Task to carry out:
Write out every line below that contains "Zyndrama".

The input:
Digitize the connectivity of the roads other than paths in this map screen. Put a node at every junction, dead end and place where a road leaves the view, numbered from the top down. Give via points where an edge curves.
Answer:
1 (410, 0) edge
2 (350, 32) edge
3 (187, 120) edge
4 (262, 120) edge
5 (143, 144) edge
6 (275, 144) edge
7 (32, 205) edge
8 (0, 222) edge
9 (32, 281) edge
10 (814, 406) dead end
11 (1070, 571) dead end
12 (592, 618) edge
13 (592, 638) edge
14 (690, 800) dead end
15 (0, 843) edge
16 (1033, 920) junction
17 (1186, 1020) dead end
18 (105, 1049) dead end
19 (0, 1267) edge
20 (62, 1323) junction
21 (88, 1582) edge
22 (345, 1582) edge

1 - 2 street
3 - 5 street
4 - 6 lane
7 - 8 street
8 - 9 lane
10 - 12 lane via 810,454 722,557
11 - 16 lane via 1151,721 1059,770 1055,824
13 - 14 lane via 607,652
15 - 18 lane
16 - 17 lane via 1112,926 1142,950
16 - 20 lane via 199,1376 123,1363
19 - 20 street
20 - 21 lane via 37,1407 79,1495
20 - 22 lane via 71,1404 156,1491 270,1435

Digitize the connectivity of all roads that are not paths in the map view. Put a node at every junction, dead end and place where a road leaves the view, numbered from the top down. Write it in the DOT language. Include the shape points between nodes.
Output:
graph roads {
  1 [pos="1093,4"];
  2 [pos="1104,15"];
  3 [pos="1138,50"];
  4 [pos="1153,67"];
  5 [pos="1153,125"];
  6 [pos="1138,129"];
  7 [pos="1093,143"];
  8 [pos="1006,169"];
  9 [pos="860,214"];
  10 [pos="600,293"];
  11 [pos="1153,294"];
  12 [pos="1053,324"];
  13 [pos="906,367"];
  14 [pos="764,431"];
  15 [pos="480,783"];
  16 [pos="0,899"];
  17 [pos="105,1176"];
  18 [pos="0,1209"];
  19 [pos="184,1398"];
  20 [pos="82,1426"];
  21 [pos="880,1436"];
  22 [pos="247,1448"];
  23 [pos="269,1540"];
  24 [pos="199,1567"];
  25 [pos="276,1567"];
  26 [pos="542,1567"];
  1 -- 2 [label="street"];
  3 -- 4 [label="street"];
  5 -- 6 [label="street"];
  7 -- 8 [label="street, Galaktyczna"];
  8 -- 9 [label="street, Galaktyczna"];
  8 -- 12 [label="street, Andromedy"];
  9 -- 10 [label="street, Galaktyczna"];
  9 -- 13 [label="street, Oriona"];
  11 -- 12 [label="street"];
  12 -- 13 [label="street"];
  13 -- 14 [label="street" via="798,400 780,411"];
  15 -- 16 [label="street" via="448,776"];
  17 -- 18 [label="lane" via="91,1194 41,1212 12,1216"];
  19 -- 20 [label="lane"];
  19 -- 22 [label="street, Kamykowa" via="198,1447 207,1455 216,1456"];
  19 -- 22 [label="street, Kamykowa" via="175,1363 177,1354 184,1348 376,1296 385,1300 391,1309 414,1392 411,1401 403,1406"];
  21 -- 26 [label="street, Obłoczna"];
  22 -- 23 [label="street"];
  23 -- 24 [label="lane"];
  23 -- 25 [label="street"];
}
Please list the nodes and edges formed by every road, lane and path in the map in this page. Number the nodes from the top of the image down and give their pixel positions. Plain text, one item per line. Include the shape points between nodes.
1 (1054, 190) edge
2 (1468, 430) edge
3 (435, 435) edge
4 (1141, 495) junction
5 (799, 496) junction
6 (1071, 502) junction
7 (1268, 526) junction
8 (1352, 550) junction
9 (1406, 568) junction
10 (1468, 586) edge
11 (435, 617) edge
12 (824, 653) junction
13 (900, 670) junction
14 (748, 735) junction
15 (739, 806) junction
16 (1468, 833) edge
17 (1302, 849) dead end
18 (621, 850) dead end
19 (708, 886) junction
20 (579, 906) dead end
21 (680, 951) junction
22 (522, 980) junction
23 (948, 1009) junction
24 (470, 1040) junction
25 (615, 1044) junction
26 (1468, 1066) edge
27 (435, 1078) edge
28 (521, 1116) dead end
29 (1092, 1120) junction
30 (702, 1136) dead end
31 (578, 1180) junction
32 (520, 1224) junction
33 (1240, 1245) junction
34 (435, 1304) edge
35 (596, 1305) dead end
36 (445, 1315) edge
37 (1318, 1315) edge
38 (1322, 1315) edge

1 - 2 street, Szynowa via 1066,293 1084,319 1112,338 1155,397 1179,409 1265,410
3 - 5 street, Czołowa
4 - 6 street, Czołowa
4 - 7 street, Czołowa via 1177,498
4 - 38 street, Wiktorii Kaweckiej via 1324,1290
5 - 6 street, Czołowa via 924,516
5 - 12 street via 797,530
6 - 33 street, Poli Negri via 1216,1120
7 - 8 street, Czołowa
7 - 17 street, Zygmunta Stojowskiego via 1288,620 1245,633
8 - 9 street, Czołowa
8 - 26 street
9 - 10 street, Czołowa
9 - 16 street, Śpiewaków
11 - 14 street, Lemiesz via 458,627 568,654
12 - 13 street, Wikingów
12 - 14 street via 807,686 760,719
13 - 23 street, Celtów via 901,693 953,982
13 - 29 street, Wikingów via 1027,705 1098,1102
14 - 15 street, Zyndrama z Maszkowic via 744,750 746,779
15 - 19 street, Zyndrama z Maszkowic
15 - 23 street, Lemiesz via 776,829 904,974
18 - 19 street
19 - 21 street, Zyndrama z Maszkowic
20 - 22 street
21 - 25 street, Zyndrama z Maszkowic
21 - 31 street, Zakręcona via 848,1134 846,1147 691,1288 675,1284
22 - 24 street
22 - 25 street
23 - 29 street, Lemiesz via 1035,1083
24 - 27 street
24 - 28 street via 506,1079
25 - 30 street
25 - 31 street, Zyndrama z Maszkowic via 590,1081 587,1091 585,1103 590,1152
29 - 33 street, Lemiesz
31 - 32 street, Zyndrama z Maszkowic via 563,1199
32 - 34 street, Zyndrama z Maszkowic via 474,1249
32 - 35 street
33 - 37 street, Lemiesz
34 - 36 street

Solution:
14 - 15 street, Zyndrama z Maszkowic via 744,750 746,779
15 - 19 street, Zyndrama z Maszkowic
19 - 21 street, Zyndrama z Maszkowic
21 - 25 street, Zyndrama z Maszkowic
25 - 31 street, Zyndrama z Maszkowic via 590,1081 587,1091 585,1103 590,1152
31 - 32 street, Zyndrama z Maszkowic via 563,1199
32 - 34 street, Zyndrama z Maszkowic via 474,1249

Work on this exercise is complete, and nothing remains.